## Source material
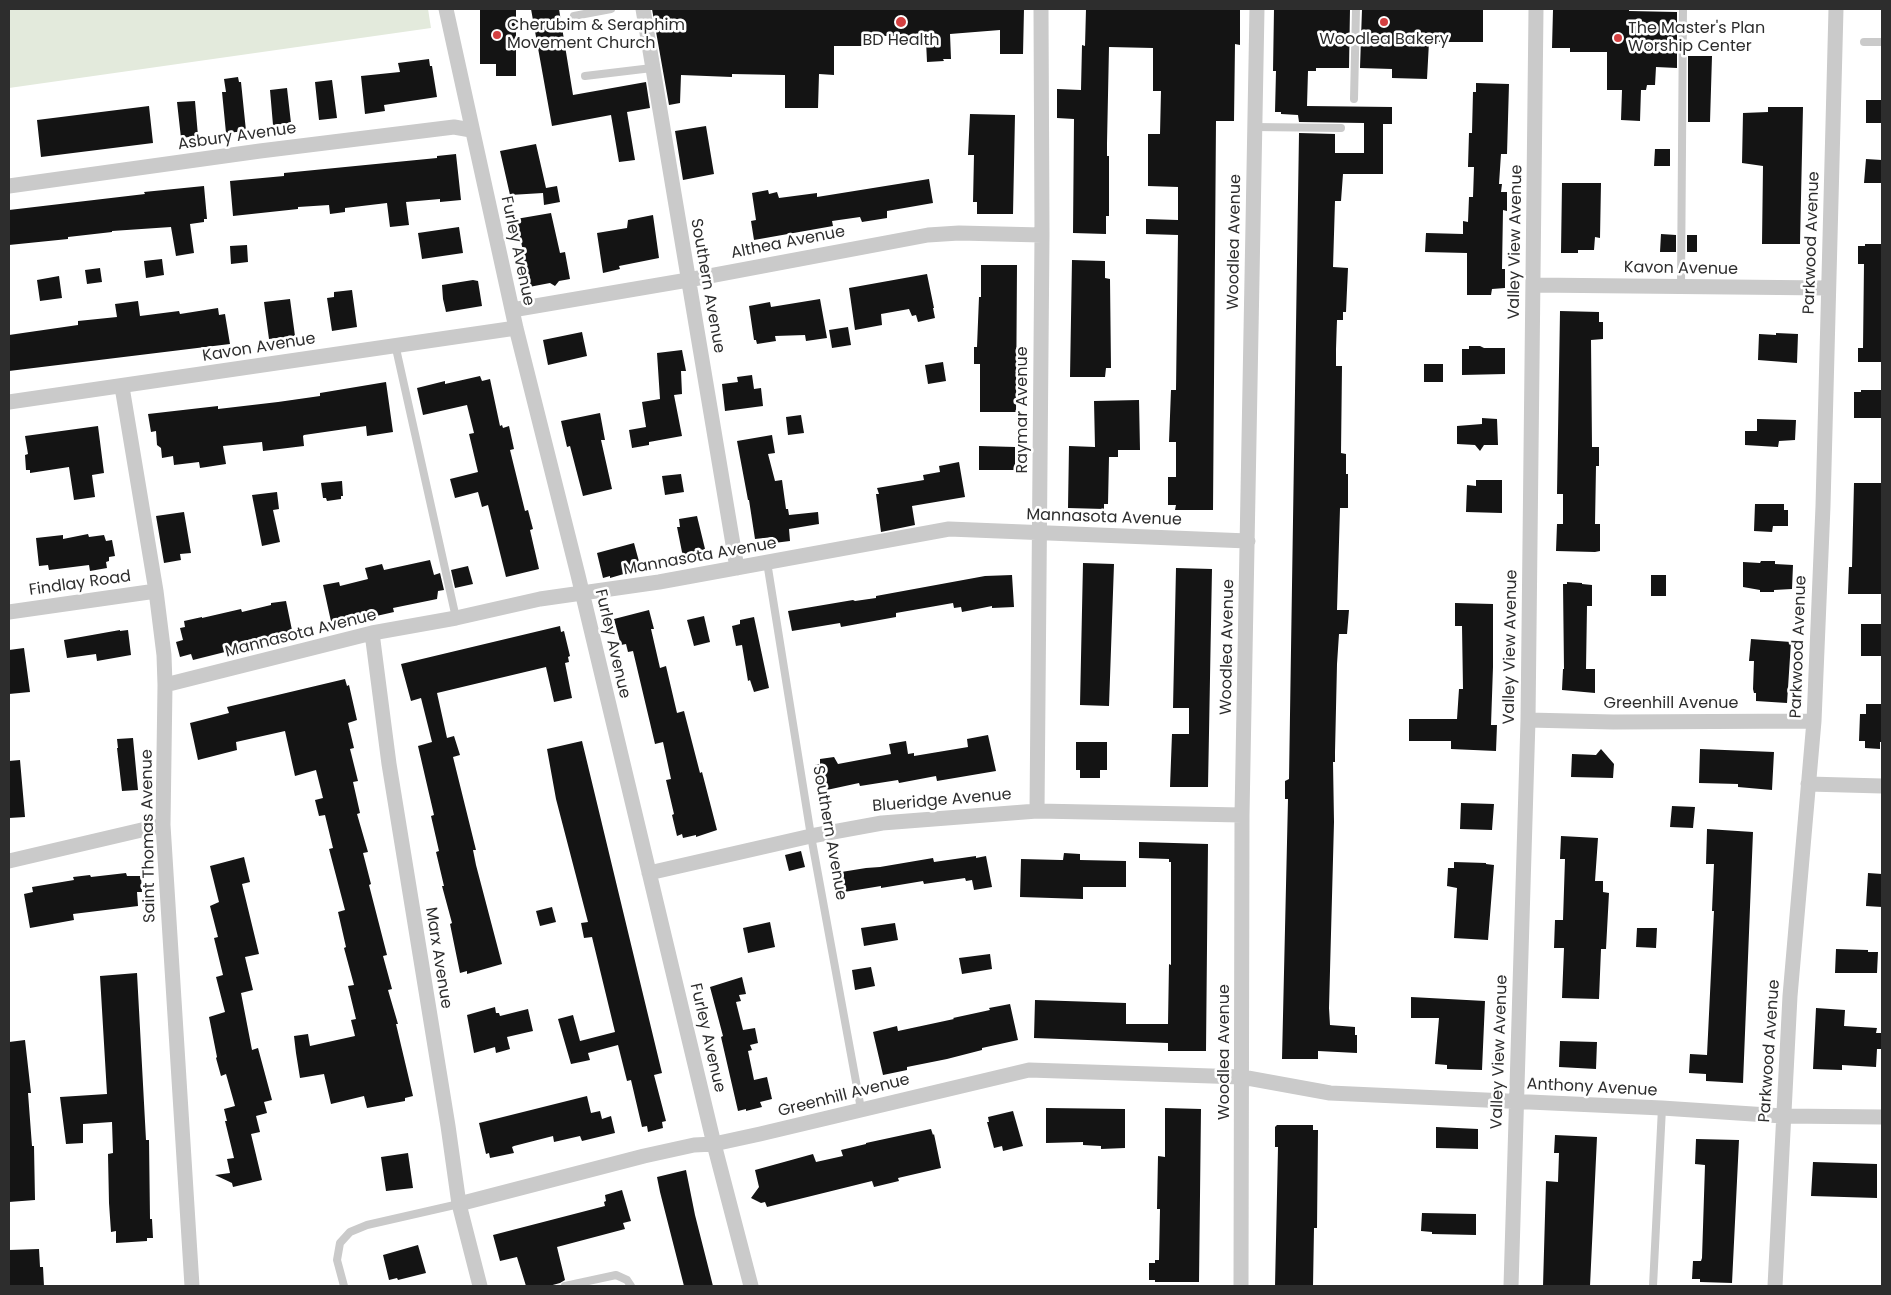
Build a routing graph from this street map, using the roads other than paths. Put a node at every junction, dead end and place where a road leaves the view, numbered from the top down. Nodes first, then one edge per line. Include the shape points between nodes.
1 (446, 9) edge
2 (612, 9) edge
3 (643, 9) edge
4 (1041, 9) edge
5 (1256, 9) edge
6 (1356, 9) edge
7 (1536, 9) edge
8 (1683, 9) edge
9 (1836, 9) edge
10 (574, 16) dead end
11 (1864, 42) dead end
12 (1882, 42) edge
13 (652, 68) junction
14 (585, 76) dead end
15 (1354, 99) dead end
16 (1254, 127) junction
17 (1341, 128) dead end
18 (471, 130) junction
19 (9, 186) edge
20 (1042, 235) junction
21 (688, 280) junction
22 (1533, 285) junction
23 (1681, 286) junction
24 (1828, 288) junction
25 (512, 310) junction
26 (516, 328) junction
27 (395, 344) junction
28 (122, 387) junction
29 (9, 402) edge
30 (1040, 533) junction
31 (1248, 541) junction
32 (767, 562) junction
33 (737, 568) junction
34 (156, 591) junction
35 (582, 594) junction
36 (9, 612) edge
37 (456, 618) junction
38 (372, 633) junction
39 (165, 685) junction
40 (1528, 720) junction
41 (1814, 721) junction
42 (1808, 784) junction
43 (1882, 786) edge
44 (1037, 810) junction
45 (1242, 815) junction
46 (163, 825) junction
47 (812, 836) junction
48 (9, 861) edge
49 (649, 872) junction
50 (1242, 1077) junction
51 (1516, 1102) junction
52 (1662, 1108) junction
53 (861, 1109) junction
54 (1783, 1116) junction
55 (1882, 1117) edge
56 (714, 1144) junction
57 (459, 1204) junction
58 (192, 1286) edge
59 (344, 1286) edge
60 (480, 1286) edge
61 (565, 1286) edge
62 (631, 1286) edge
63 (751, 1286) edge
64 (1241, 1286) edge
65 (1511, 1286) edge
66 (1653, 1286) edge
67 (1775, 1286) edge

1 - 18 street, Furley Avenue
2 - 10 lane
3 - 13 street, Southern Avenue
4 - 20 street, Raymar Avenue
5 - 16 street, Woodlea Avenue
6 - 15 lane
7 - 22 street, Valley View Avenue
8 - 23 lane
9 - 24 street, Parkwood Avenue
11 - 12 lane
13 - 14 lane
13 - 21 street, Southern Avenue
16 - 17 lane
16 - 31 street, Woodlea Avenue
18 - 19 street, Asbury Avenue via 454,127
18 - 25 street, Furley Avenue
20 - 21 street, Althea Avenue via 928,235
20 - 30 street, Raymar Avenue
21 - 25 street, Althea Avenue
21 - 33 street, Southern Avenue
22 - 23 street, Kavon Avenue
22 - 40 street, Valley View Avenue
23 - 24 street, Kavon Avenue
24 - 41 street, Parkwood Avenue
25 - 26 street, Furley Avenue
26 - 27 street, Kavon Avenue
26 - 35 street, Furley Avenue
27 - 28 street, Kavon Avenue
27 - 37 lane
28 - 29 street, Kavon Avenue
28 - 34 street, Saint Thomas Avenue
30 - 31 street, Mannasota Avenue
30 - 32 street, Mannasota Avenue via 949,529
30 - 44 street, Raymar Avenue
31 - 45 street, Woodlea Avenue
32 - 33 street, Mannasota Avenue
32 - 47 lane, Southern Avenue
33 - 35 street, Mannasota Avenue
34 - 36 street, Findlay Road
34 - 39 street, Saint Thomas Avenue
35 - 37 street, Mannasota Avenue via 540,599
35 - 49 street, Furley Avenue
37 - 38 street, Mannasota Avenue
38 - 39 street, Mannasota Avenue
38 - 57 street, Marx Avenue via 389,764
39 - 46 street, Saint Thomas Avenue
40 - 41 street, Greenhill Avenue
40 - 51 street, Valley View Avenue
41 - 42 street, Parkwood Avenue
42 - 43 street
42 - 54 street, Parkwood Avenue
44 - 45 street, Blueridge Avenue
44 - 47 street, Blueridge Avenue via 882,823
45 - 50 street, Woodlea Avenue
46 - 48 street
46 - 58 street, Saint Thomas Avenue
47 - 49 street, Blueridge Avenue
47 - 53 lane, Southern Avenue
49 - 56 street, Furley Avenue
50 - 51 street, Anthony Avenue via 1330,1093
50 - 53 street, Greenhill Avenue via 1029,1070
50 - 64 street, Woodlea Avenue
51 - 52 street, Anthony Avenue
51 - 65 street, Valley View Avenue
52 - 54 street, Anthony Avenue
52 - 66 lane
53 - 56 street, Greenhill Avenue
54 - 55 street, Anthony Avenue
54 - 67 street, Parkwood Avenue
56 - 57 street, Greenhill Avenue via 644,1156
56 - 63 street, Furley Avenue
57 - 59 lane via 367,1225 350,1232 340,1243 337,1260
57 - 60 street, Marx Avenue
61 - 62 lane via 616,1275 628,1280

## Assignment
Reproduce the data above in full, exactly, with the images removed.

## Response
Build a routing graph from this street map, using the roads other than paths. Put a node at every junction, dead end and place where a road leaves the view, numbered from the top down. Nodes first, then one edge per line. Include the shape points between nodes.
1 (446, 9) edge
2 (612, 9) edge
3 (643, 9) edge
4 (1041, 9) edge
5 (1256, 9) edge
6 (1356, 9) edge
7 (1536, 9) edge
8 (1683, 9) edge
9 (1836, 9) edge
10 (574, 16) dead end
11 (1864, 42) dead end
12 (1882, 42) edge
13 (652, 68) junction
14 (585, 76) dead end
15 (1354, 99) dead end
16 (1254, 127) junction
17 (1341, 128) dead end
18 (471, 130) junction
19 (9, 186) edge
20 (1042, 235) junction
21 (688, 280) junction
22 (1533, 285) junction
23 (1681, 286) junction
24 (1828, 288) junction
25 (512, 310) junction
26 (516, 328) junction
27 (395, 344) junction
28 (122, 387) junction
29 (9, 402) edge
30 (1040, 533) junction
31 (1248, 541) junction
32 (767, 562) junction
33 (737, 568) junction
34 (156, 591) junction
35 (582, 594) junction
36 (9, 612) edge
37 (456, 618) junction
38 (372, 633) junction
39 (165, 685) junction
40 (1528, 720) junction
41 (1814, 721) junction
42 (1808, 784) junction
43 (1882, 786) edge
44 (1037, 810) junction
45 (1242, 815) junction
46 (163, 825) junction
47 (812, 836) junction
48 (9, 861) edge
49 (649, 872) junction
50 (1242, 1077) junction
51 (1516, 1102) junction
52 (1662, 1108) junction
53 (861, 1109) junction
54 (1783, 1116) junction
55 (1882, 1117) edge
56 (714, 1144) junction
57 (459, 1204) junction
58 (192, 1286) edge
59 (344, 1286) edge
60 (480, 1286) edge
61 (565, 1286) edge
62 (631, 1286) edge
63 (751, 1286) edge
64 (1241, 1286) edge
65 (1511, 1286) edge
66 (1653, 1286) edge
67 (1775, 1286) edge

1 - 18 street, Furley Avenue
2 - 10 lane
3 - 13 street, Southern Avenue
4 - 20 street, Raymar Avenue
5 - 16 street, Woodlea Avenue
6 - 15 lane
7 - 22 street, Valley View Avenue
8 - 23 lane
9 - 24 street, Parkwood Avenue
11 - 12 lane
13 - 14 lane
13 - 21 street, Southern Avenue
16 - 17 lane
16 - 31 street, Woodlea Avenue
18 - 19 street, Asbury Avenue via 454,127
18 - 25 street, Furley Avenue
20 - 21 street, Althea Avenue via 928,235
20 - 30 street, Raymar Avenue
21 - 25 street, Althea Avenue
21 - 33 street, Southern Avenue
22 - 23 street, Kavon Avenue
22 - 40 street, Valley View Avenue
23 - 24 street, Kavon Avenue
24 - 41 street, Parkwood Avenue
25 - 26 street, Furley Avenue
26 - 27 street, Kavon Avenue
26 - 35 street, Furley Avenue
27 - 28 street, Kavon Avenue
27 - 37 lane
28 - 29 street, Kavon Avenue
28 - 34 street, Saint Thomas Avenue
30 - 31 street, Mannasota Avenue
30 - 32 street, Mannasota Avenue via 949,529
30 - 44 street, Raymar Avenue
31 - 45 street, Woodlea Avenue
32 - 33 street, Mannasota Avenue
32 - 47 lane, Southern Avenue
33 - 35 street, Mannasota Avenue
34 - 36 street, Findlay Road
34 - 39 street, Saint Thomas Avenue
35 - 37 street, Mannasota Avenue via 540,599
35 - 49 street, Furley Avenue
37 - 38 street, Mannasota Avenue
38 - 39 street, Mannasota Avenue
38 - 57 street, Marx Avenue via 389,764
39 - 46 street, Saint Thomas Avenue
40 - 41 street, Greenhill Avenue
40 - 51 street, Valley View Avenue
41 - 42 street, Parkwood Avenue
42 - 43 street
42 - 54 street, Parkwood Avenue
44 - 45 street, Blueridge Avenue
44 - 47 street, Blueridge Avenue via 882,823
45 - 50 street, Woodlea Avenue
46 - 48 street
46 - 58 street, Saint Thomas Avenue
47 - 49 street, Blueridge Avenue
47 - 53 lane, Southern Avenue
49 - 56 street, Furley Avenue
50 - 51 street, Anthony Avenue via 1330,1093
50 - 53 street, Greenhill Avenue via 1029,1070
50 - 64 street, Woodlea Avenue
51 - 52 street, Anthony Avenue
51 - 65 street, Valley View Avenue
52 - 54 street, Anthony Avenue
52 - 66 lane
53 - 56 street, Greenhill Avenue
54 - 55 street, Anthony Avenue
54 - 67 street, Parkwood Avenue
56 - 57 street, Greenhill Avenue via 644,1156
56 - 63 street, Furley Avenue
57 - 59 lane via 367,1225 350,1232 340,1243 337,1260
57 - 60 street, Marx Avenue
61 - 62 lane via 616,1275 628,1280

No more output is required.